TAMPA — The troops arrived here in June 1994, a small band of workers dispatched on an unusual mission.
Insurance giant New York Life wanted to set up a new unit devoted solely to pitching AARP life insurance products. The Tampa team, which had no experience in direct-mail marketing, was given three months to settle in and ship out its first major mailing.
"It was a rather daunting challenge," said Tom Toomey, the first one on the ground here.
Like many of his original co-workers, Toomey never left. Neither did that spirit of entrepreneurship and autonomy that permeated the office in those early days.
From that nascent group of fewer than 30, the local New York Life unit has swelled to more than 600 employees whose combined effort brought in more than $200 million in sales last year.
"We've tried to maintain that small-company feel," said Toomey, now vice president of Tampa operations. "We just think it makes us more entrepreneurial, a little more nimble."
Located on the fringe of Tampa's West Shore district, the New York Life complex is home to a 60-person marketing and research department, a cluster of actuaries and technical workers, a training division, a state-of-the-art mailing room and a two-floor call center that handled 2.1 million phone calls in 2009.

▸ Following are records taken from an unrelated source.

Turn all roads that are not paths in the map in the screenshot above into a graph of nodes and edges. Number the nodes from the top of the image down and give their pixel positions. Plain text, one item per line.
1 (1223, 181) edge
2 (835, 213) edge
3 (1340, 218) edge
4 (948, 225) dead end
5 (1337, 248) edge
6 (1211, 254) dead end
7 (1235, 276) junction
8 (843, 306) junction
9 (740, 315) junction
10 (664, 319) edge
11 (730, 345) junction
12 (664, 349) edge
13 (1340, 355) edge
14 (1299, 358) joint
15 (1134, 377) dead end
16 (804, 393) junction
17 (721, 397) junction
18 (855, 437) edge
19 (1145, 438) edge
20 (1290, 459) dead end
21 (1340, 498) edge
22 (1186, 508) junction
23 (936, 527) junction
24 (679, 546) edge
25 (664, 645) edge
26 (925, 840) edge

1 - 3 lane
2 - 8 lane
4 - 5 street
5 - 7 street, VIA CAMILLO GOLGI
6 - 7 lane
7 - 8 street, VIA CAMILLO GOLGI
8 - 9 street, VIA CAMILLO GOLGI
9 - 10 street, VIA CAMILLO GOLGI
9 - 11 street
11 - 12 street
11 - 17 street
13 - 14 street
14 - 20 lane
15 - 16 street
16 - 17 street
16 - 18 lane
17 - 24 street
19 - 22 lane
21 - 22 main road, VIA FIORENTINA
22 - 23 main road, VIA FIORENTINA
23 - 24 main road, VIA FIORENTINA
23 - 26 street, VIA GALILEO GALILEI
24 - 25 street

From distributing direct-mail pitches to fielding customer questions to processing more than 12 million payments last year alone, nearly everything happens in-house. One exception: The home office in New York prints and mails the billing statements.
"We kind of operate independently down here from the parent company," said Vicky Vilaret, first vice president of marketing. "We're able to do our own thing, create our own destiny."
The arrangement provides both the freedom to operate and the security of being tethered to two financially secure companies, New York Life and AARP.
New York Life's Tampa unit increased revenue throughout the country's financial crisis. And as layoffs took a toll across much of the Tampa Bay economy, the company rode a wave of security.
The unit has about 615 employees and expects to hire about 40 more this year. "And we need to hire some of those people right away," Toomey said.
Fueling the growth are new lines of business. After years focusing on life insurance, the company recently started marketing annuities, as well.
You won't find the high-end amenities here that some call centers pride themselves on. No on-site fitness center, no fancy cafeteria, no dry cleaner.
But what New York Life does, and does well, is find ways to take care of its people, to motivate them and reward them.
That employee focus starts with the standard work week: 37.5 hours instead of 40. The schedule gives many employees the flexibility of taking half-day Fridays during the summer. Or working one full Friday and taking the next Friday off entirely.
A couple of years ago, the company experimented with a pilot program that allowed employees to switch to a four-day week with the same number of hours. It was a hit, and the pilot program turned permanent in departments where such flexibility made sense.
Dan Rice, who oversees underwriting new business, says about 15 of the 50 employees in his department have used the four-day workweek. It's just one example, Rice said, of the company listening to its people.
"We have a very employee-focused corporate culture," he said. "It definitely invests in the employee talent."
Recognition and rewards come in many forms.
Step off the second-floor elevator in the call center building, and a flat-panel monitor flashes the names of workers being honored for customer service. Managers make videos honoring employees and pass out gift cards at monthly luncheons.
And, as every one of the 215 employees in the call center knows, there are Darrell Dollars.
Darrell, as in Darrell Robertson, who runs the call center as the company's vice president of member services.
Workers earn Darrell Dollars throughout the year based on performance, such as fewest mistakes one week. At a year-end auction, employees use their Darrell Dollars to bid for prizes such as DVD players and iPods.
On any given day, somewhere in the organization, employees are learning to be better at what they do through training. Some are taking courses online from their desktop; others are sitting in classrooms with instructors.
In 2009, employees here invested about 31,600 hours in training — learning everything from computer programs to management skills to telephone techniques to business writing.
One popular gerontology program sensitizes workers to dealing with older customers. Trainees wear blurry glasses to experience what the vision-impaired deal with in reading forms; they don earplugs so they can empathize when customers are confused in phone conversations if the speaker doesn't enunciate. The class includes grief counseling, as employees handling claims often deal with people who have just lost loved ones.
Steady on the growth
New York Life's allure is bolstered by managers who are solid stewards of what the company has already achieved, avoiding costly endeavors even as the company grows.
Rather than invest in a new complex, for example, New York Life has stayed in the same office park where it started out 16 years ago, expanding from a single floor to a whole building. As other tenants such as USAA and Capital One moved out to open new headquarters, New York Life absorbed their space.
Now it occupies all three buildings on the site, 145,000 square feet.
Stability. Steadiness. Reliability. All are part of the comfort zone inside New York Life.
"So many things have naturally fallen into place for us," Toomey said. "We've been very fortunate."